◆ DATA PROVIDED ◆
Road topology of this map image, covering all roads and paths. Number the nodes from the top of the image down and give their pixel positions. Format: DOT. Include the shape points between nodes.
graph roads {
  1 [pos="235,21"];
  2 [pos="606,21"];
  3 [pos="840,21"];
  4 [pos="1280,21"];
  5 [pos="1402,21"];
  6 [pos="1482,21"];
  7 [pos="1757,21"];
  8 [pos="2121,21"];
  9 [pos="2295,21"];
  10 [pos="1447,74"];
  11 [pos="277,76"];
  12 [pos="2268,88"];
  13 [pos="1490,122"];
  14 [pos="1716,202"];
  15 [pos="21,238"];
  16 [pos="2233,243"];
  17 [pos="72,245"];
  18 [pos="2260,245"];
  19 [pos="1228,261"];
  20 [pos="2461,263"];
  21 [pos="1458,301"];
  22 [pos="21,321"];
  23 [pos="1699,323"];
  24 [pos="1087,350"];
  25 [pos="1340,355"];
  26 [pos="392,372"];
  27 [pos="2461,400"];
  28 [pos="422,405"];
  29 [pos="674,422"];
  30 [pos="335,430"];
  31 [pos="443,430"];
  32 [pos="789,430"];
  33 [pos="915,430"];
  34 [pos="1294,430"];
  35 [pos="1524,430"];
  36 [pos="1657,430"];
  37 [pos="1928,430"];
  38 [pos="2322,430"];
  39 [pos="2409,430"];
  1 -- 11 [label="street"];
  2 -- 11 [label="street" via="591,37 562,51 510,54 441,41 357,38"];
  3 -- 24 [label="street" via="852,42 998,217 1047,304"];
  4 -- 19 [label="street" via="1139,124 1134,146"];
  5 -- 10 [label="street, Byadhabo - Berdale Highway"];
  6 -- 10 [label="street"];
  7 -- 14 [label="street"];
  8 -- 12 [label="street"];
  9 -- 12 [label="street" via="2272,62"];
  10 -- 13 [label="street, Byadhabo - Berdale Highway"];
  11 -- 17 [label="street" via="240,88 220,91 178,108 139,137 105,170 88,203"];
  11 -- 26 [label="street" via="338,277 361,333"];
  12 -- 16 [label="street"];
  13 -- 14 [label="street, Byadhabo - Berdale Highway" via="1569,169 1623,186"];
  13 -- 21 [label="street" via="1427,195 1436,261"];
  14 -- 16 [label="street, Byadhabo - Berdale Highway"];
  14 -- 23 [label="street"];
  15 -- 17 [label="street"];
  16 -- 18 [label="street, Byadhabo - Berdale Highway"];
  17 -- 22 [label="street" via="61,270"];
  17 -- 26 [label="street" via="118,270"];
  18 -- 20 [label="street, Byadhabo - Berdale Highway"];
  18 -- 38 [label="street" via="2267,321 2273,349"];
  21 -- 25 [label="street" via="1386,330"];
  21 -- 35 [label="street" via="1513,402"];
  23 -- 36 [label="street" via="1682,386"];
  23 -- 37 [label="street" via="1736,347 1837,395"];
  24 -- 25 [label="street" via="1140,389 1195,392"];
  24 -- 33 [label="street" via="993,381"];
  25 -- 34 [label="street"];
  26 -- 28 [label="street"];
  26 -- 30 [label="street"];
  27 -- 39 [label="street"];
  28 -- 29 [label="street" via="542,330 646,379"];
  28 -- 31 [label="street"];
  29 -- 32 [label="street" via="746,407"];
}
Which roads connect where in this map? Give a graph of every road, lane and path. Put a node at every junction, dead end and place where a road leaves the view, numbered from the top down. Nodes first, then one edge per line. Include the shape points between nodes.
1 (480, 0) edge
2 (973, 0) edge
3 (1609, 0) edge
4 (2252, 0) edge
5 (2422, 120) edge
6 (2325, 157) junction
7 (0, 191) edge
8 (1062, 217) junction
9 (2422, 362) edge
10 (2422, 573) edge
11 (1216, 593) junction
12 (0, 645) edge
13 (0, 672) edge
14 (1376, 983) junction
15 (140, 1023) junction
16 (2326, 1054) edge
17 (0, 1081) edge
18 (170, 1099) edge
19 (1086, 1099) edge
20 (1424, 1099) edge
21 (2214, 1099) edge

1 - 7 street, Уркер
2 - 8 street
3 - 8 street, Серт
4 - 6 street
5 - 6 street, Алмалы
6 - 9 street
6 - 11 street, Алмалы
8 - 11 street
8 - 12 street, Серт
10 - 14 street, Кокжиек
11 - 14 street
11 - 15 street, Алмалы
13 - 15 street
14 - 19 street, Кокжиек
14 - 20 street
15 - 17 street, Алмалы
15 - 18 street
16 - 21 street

◆ YOUR ASSIGNMENT ◆
Exactly reproduce every line of the data above.

◆ SOLUTION FOR THIS TASK ◆
Road topology of this map image, covering all roads and paths. Number the nodes from the top of the image down and give their pixel positions. Format: DOT. Include the shape points between nodes.
graph roads {
  1 [pos="235,21"];
  2 [pos="606,21"];
  3 [pos="840,21"];
  4 [pos="1280,21"];
  5 [pos="1402,21"];
  6 [pos="1482,21"];
  7 [pos="1757,21"];
  8 [pos="2121,21"];
  9 [pos="2295,21"];
  10 [pos="1447,74"];
  11 [pos="277,76"];
  12 [pos="2268,88"];
  13 [pos="1490,122"];
  14 [pos="1716,202"];
  15 [pos="21,238"];
  16 [pos="2233,243"];
  17 [pos="72,245"];
  18 [pos="2260,245"];
  19 [pos="1228,261"];
  20 [pos="2461,263"];
  21 [pos="1458,301"];
  22 [pos="21,321"];
  23 [pos="1699,323"];
  24 [pos="1087,350"];
  25 [pos="1340,355"];
  26 [pos="392,372"];
  27 [pos="2461,400"];
  28 [pos="422,405"];
  29 [pos="674,422"];
  30 [pos="335,430"];
  31 [pos="443,430"];
  32 [pos="789,430"];
  33 [pos="915,430"];
  34 [pos="1294,430"];
  35 [pos="1524,430"];
  36 [pos="1657,430"];
  37 [pos="1928,430"];
  38 [pos="2322,430"];
  39 [pos="2409,430"];
  1 -- 11 [label="street"];
  2 -- 11 [label="street" via="591,37 562,51 510,54 441,41 357,38"];
  3 -- 24 [label="street" via="852,42 998,217 1047,304"];
  4 -- 19 [label="street" via="1139,124 1134,146"];
  5 -- 10 [label="street, Byadhabo - Berdale Highway"];
  6 -- 10 [label="street"];
  7 -- 14 [label="street"];
  8 -- 12 [label="street"];
  9 -- 12 [label="street" via="2272,62"];
  10 -- 13 [label="street, Byadhabo - Berdale Highway"];
  11 -- 17 [label="street" via="240,88 220,91 178,108 139,137 105,170 88,203"];
  11 -- 26 [label="street" via="338,277 361,333"];
  12 -- 16 [label="street"];
  13 -- 14 [label="street, Byadhabo - Berdale Highway" via="1569,169 1623,186"];
  13 -- 21 [label="street" via="1427,195 1436,261"];
  14 -- 16 [label="street, Byadhabo - Berdale Highway"];
  14 -- 23 [label="street"];
  15 -- 17 [label="street"];
  16 -- 18 [label="street, Byadhabo - Berdale Highway"];
  17 -- 22 [label="street" via="61,270"];
  17 -- 26 [label="street" via="118,270"];
  18 -- 20 [label="street, Byadhabo - Berdale Highway"];
  18 -- 38 [label="street" via="2267,321 2273,349"];
  21 -- 25 [label="street" via="1386,330"];
  21 -- 35 [label="street" via="1513,402"];
  23 -- 36 [label="street" via="1682,386"];
  23 -- 37 [label="street" via="1736,347 1837,395"];
  24 -- 25 [label="street" via="1140,389 1195,392"];
  24 -- 33 [label="street" via="993,381"];
  25 -- 34 [label="street"];
  26 -- 28 [label="street"];
  26 -- 30 [label="street"];
  27 -- 39 [label="street"];
  28 -- 29 [label="street" via="542,330 646,379"];
  28 -- 31 [label="street"];
  29 -- 32 [label="street" via="746,407"];
}
Which roads connect where in this map? Give a graph of every road, lane and path. Put a node at every junction, dead end and place where a road leaves the view, numbered from the top down. Nodes first, then one edge per line. Include the shape points between nodes.
1 (480, 0) edge
2 (973, 0) edge
3 (1609, 0) edge
4 (2252, 0) edge
5 (2422, 120) edge
6 (2325, 157) junction
7 (0, 191) edge
8 (1062, 217) junction
9 (2422, 362) edge
10 (2422, 573) edge
11 (1216, 593) junction
12 (0, 645) edge
13 (0, 672) edge
14 (1376, 983) junction
15 (140, 1023) junction
16 (2326, 1054) edge
17 (0, 1081) edge
18 (170, 1099) edge
19 (1086, 1099) edge
20 (1424, 1099) edge
21 (2214, 1099) edge

1 - 7 street, Уркер
2 - 8 street
3 - 8 street, Серт
4 - 6 street
5 - 6 street, Алмалы
6 - 9 street
6 - 11 street, Алмалы
8 - 11 street
8 - 12 street, Серт
10 - 14 street, Кокжиек
11 - 14 street
11 - 15 street, Алмалы
13 - 15 street
14 - 19 street, Кокжиек
14 - 20 street
15 - 17 street, Алмалы
15 - 18 street
16 - 21 street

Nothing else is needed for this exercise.